**TASK REQUIREMENTS**
In your copy of the records, include every word exactly and no pictures.
Top of SOURCE INFORMATION
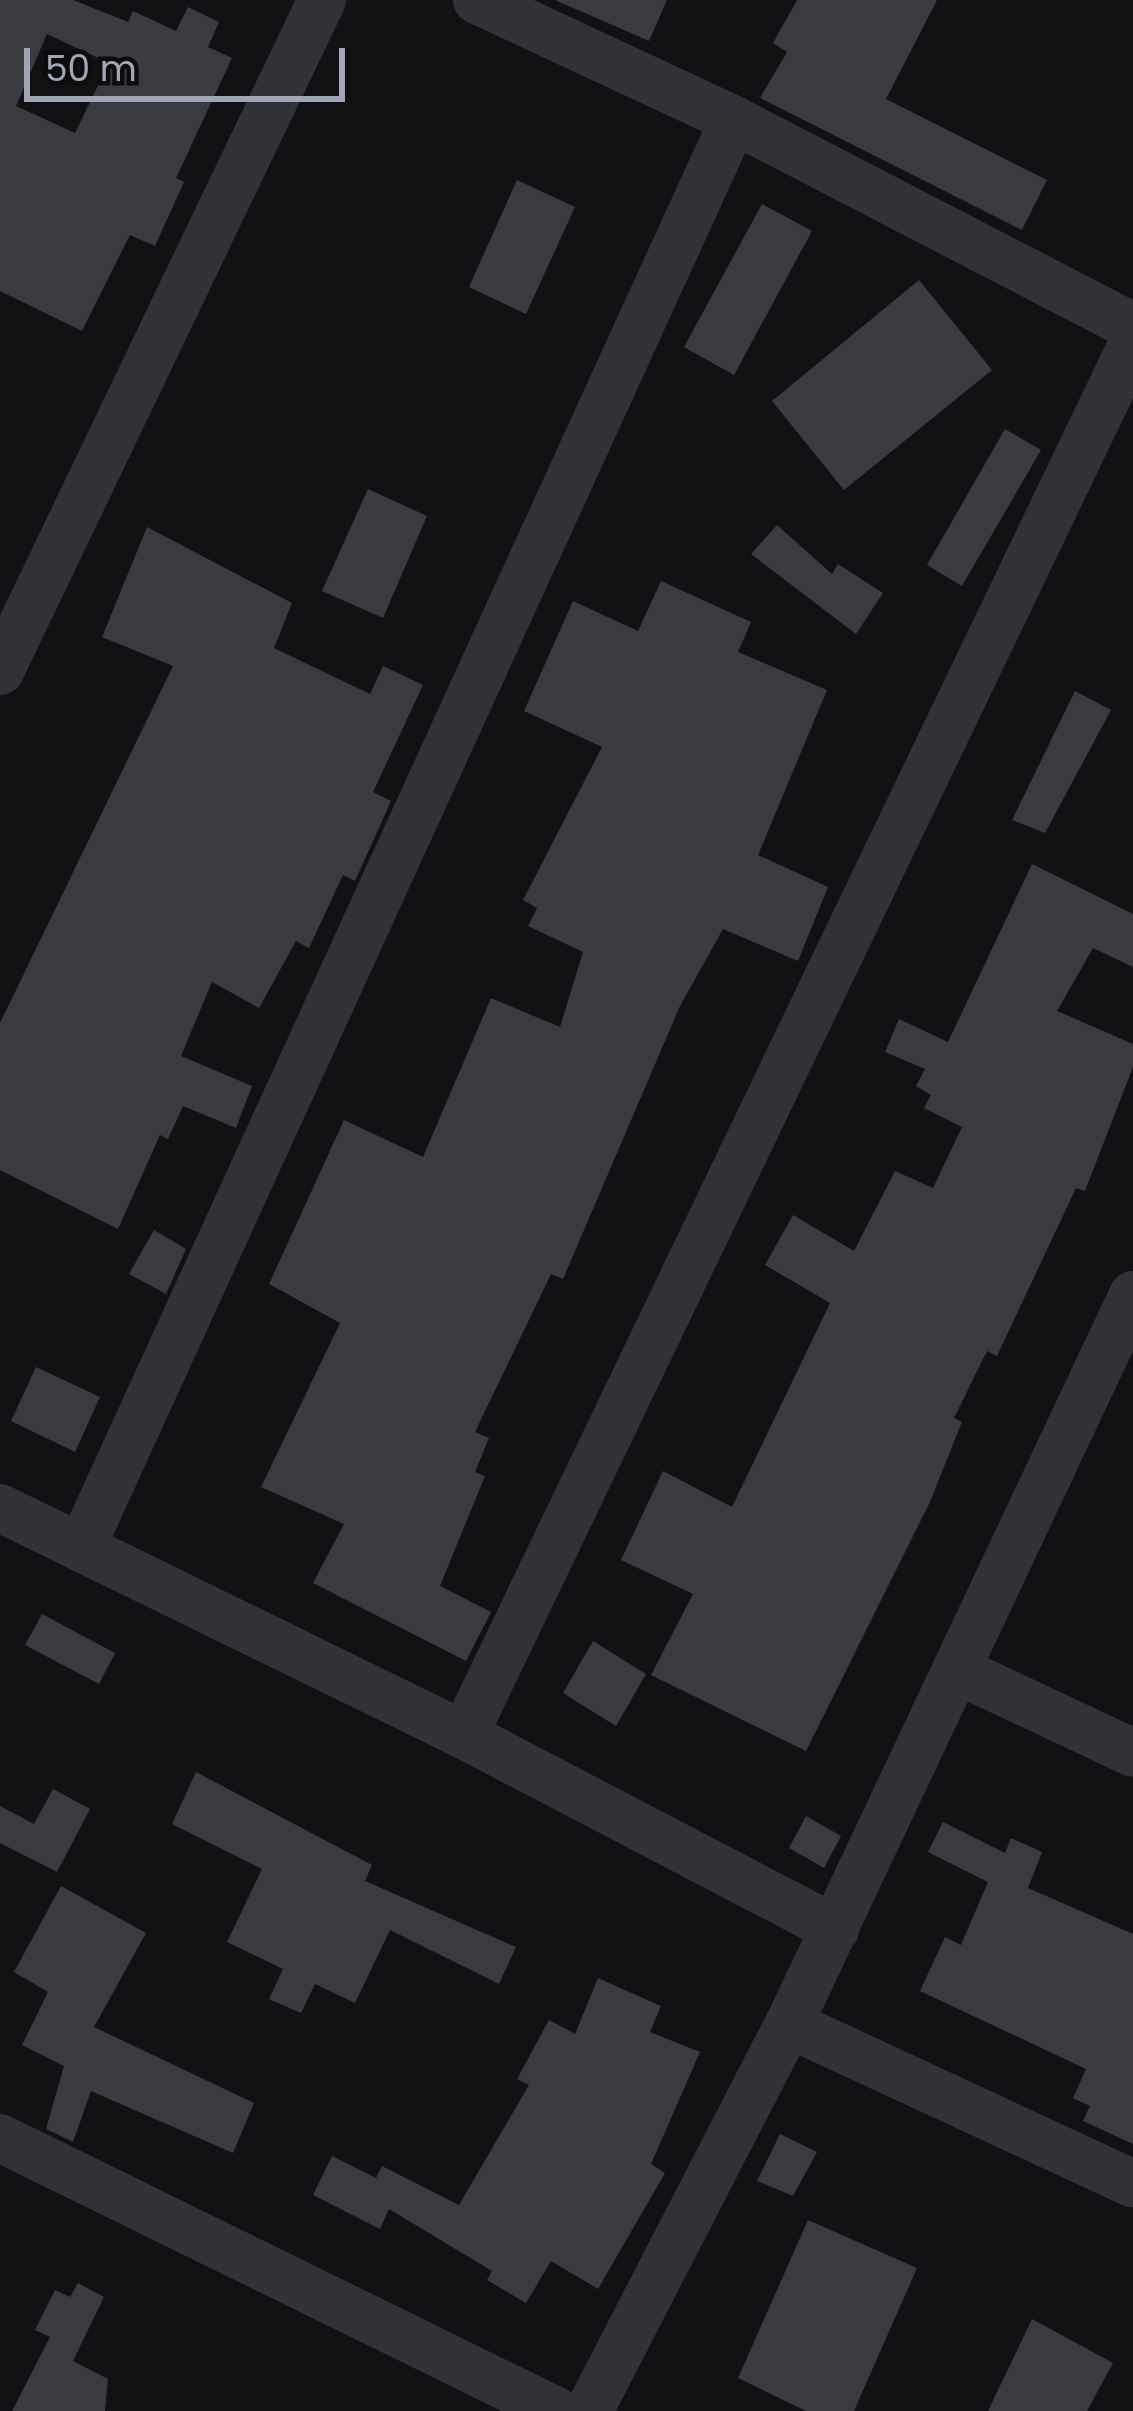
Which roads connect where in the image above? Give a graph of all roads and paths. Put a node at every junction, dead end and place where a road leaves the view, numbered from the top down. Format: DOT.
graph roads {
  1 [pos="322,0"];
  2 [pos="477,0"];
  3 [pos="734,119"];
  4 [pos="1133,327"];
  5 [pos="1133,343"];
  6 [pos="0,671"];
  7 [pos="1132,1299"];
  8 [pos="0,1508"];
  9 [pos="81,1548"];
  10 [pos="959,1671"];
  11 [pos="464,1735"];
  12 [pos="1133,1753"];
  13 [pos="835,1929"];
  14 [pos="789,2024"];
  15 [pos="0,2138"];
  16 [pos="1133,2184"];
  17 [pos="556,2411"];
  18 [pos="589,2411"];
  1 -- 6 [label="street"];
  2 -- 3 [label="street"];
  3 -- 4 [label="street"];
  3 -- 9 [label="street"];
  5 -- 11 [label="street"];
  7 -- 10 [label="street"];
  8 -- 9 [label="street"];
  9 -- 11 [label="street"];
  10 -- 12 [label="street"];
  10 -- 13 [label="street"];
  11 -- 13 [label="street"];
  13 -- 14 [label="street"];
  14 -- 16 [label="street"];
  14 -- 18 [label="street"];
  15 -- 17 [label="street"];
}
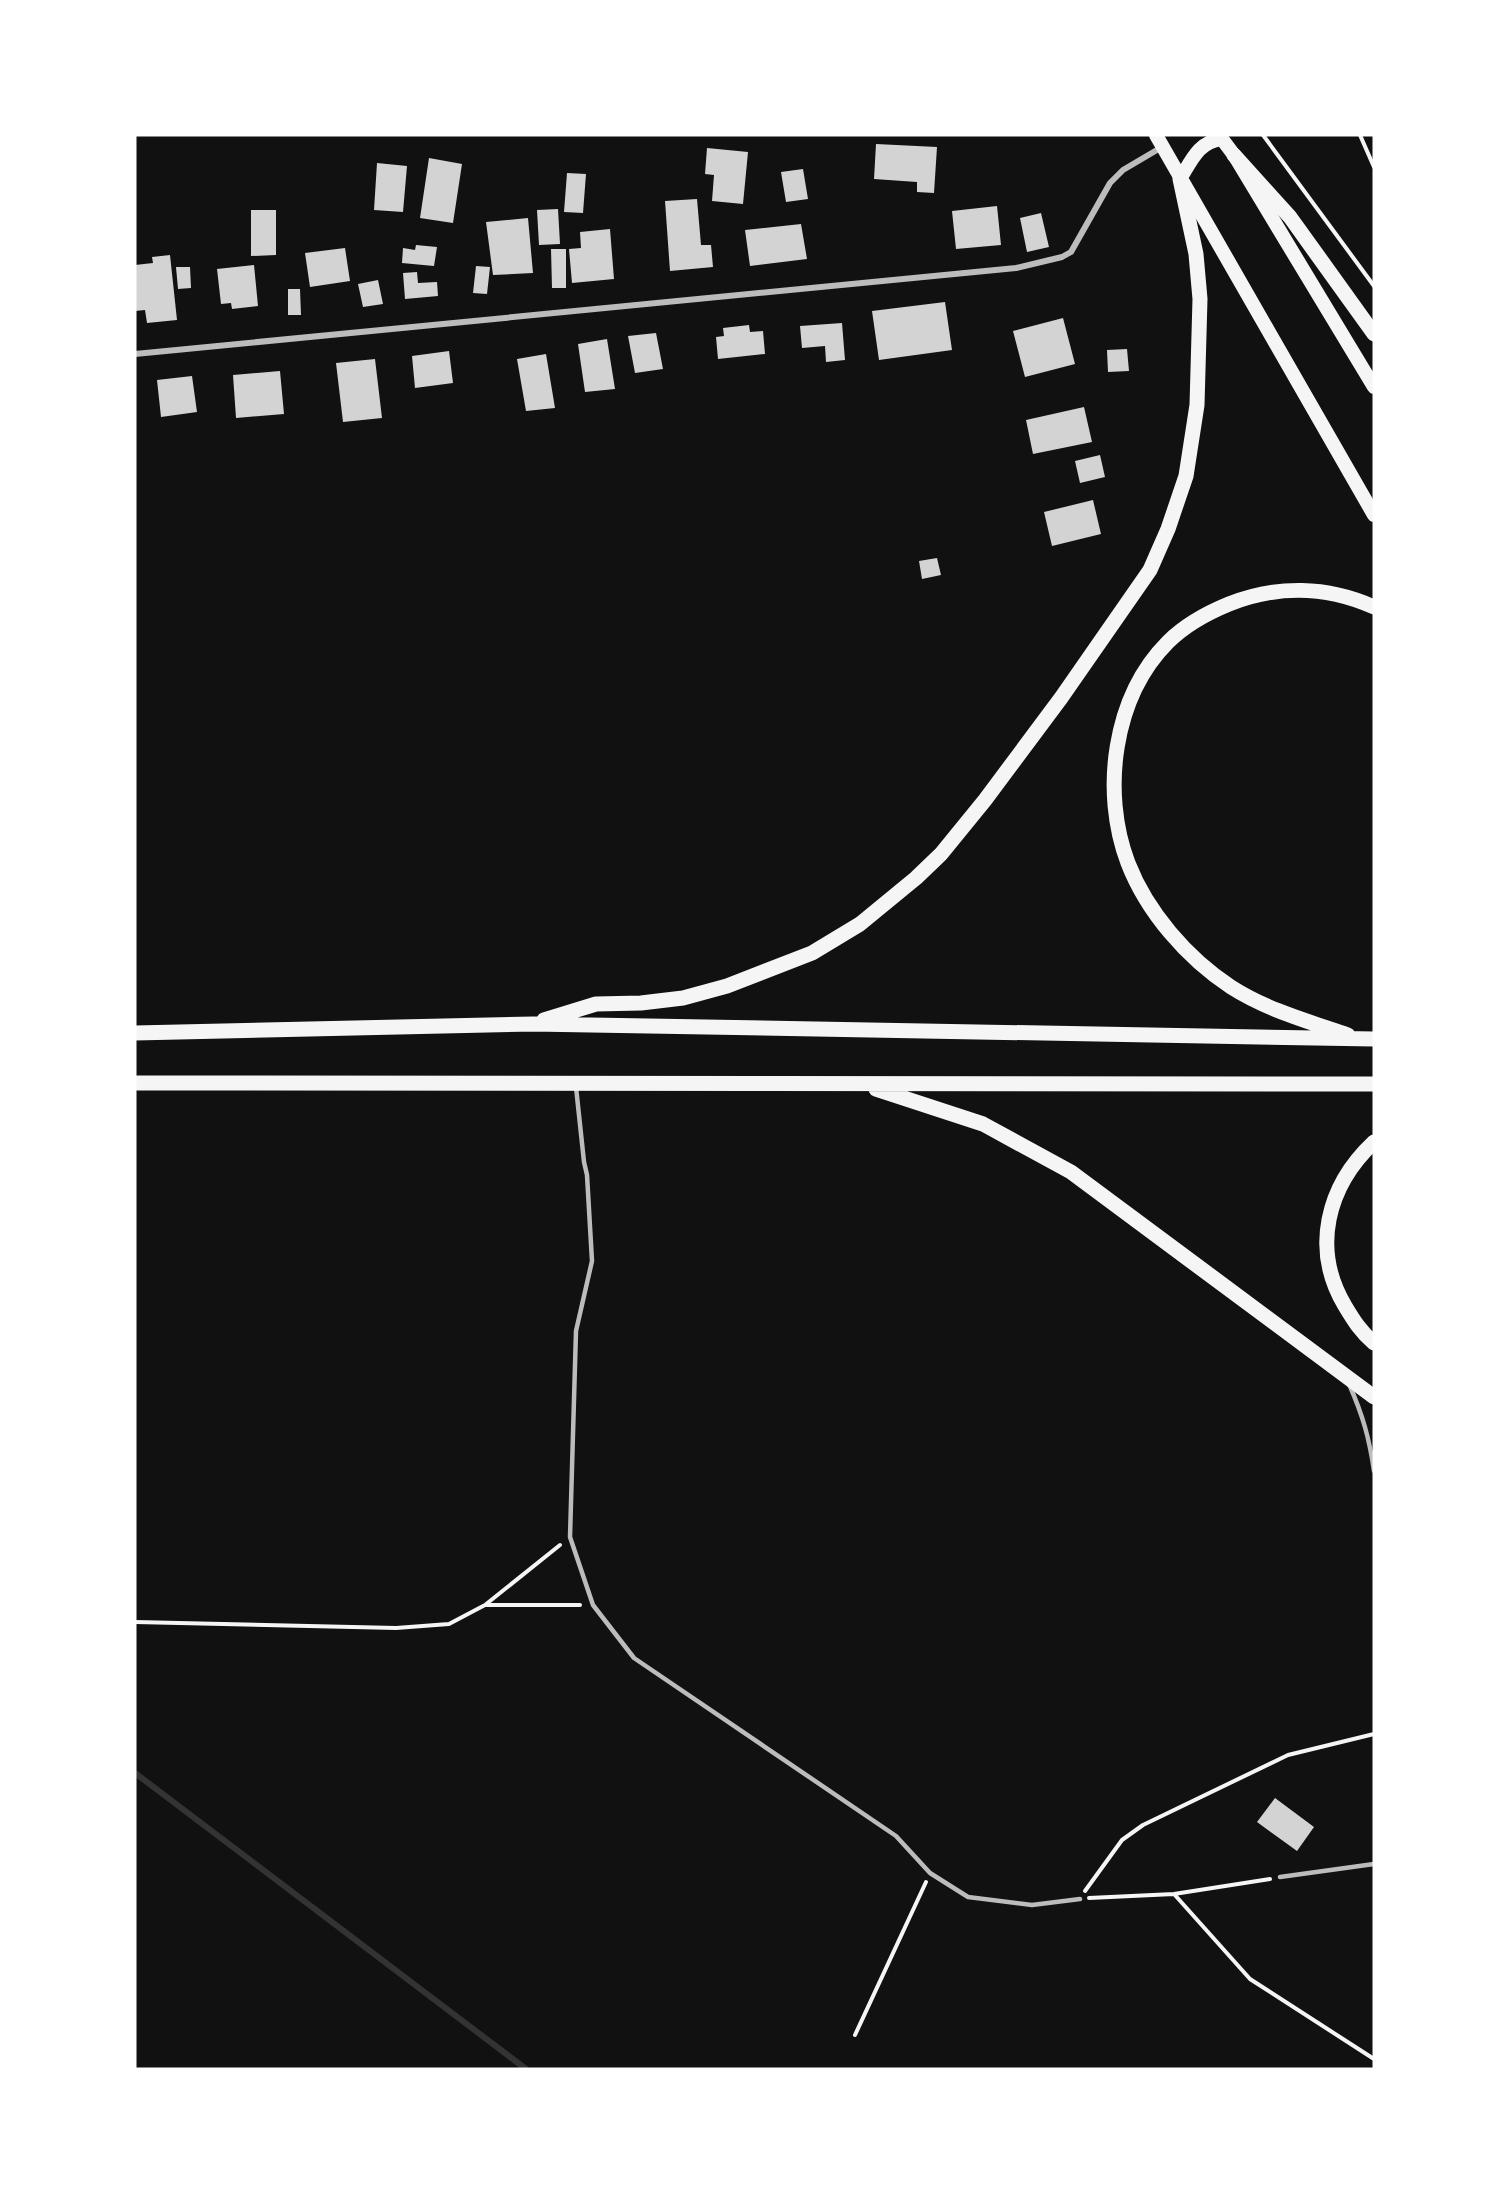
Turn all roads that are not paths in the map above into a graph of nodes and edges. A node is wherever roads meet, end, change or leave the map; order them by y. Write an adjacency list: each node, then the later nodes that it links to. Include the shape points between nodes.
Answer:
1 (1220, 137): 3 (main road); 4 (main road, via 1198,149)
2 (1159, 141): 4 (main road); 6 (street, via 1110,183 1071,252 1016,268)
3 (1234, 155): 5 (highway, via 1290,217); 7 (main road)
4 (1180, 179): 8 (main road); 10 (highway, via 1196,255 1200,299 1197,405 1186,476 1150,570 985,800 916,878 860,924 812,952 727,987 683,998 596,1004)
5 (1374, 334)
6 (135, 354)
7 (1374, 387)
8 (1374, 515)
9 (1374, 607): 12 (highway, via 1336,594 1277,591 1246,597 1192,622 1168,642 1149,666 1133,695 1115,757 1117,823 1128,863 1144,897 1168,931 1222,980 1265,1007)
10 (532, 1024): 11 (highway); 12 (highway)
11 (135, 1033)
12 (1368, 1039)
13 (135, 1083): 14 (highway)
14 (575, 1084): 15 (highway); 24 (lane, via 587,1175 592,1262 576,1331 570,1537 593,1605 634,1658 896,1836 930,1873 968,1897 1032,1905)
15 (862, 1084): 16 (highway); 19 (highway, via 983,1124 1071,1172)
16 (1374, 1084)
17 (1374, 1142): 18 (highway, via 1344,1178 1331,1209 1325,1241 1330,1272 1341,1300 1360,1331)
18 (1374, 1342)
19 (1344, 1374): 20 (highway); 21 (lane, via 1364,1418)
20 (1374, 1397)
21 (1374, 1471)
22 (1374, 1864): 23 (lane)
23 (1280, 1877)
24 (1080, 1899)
Bottom of SOURCE INFORMATION
**RESPONSE BELOW**
Which roads connect where in the image above? Give a graph of all roads and paths. Put a node at every junction, dead end and place where a road leaves the view, numbered from the top down. Format: DOT.
graph roads {
  1 [pos="322,0"];
  2 [pos="477,0"];
  3 [pos="734,119"];
  4 [pos="1133,327"];
  5 [pos="1133,343"];
  6 [pos="0,671"];
  7 [pos="1132,1299"];
  8 [pos="0,1508"];
  9 [pos="81,1548"];
  10 [pos="959,1671"];
  11 [pos="464,1735"];
  12 [pos="1133,1753"];
  13 [pos="835,1929"];
  14 [pos="789,2024"];
  15 [pos="0,2138"];
  16 [pos="1133,2184"];
  17 [pos="556,2411"];
  18 [pos="589,2411"];
  1 -- 6 [label="street"];
  2 -- 3 [label="street"];
  3 -- 4 [label="street"];
  3 -- 9 [label="street"];
  5 -- 11 [label="street"];
  7 -- 10 [label="street"];
  8 -- 9 [label="street"];
  9 -- 11 [label="street"];
  10 -- 12 [label="street"];
  10 -- 13 [label="street"];
  11 -- 13 [label="street"];
  13 -- 14 [label="street"];
  14 -- 16 [label="street"];
  14 -- 18 [label="street"];
  15 -- 17 [label="street"];
}
Turn all roads that are not paths in the map above into a graph of nodes and edges. A node is wherever roads meet, end, change or leave the map; order them by y. Write an adjacency list: each node, then the later nodes that it links to. Include the shape points between nodes.
Answer:
1 (1220, 137): 3 (main road); 4 (main road, via 1198,149)
2 (1159, 141): 4 (main road); 6 (street, via 1110,183 1071,252 1016,268)
3 (1234, 155): 5 (highway, via 1290,217); 7 (main road)
4 (1180, 179): 8 (main road); 10 (highway, via 1196,255 1200,299 1197,405 1186,476 1150,570 985,800 916,878 860,924 812,952 727,987 683,998 596,1004)
5 (1374, 334)
6 (135, 354)
7 (1374, 387)
8 (1374, 515)
9 (1374, 607): 12 (highway, via 1336,594 1277,591 1246,597 1192,622 1168,642 1149,666 1133,695 1115,757 1117,823 1128,863 1144,897 1168,931 1222,980 1265,1007)
10 (532, 1024): 11 (highway); 12 (highway)
11 (135, 1033)
12 (1368, 1039)
13 (135, 1083): 14 (highway)
14 (575, 1084): 15 (highway); 24 (lane, via 587,1175 592,1262 576,1331 570,1537 593,1605 634,1658 896,1836 930,1873 968,1897 1032,1905)
15 (862, 1084): 16 (highway); 19 (highway, via 983,1124 1071,1172)
16 (1374, 1084)
17 (1374, 1142): 18 (highway, via 1344,1178 1331,1209 1325,1241 1330,1272 1341,1300 1360,1331)
18 (1374, 1342)
19 (1344, 1374): 20 (highway); 21 (lane, via 1364,1418)
20 (1374, 1397)
21 (1374, 1471)
22 (1374, 1864): 23 (lane)
23 (1280, 1877)
24 (1080, 1899)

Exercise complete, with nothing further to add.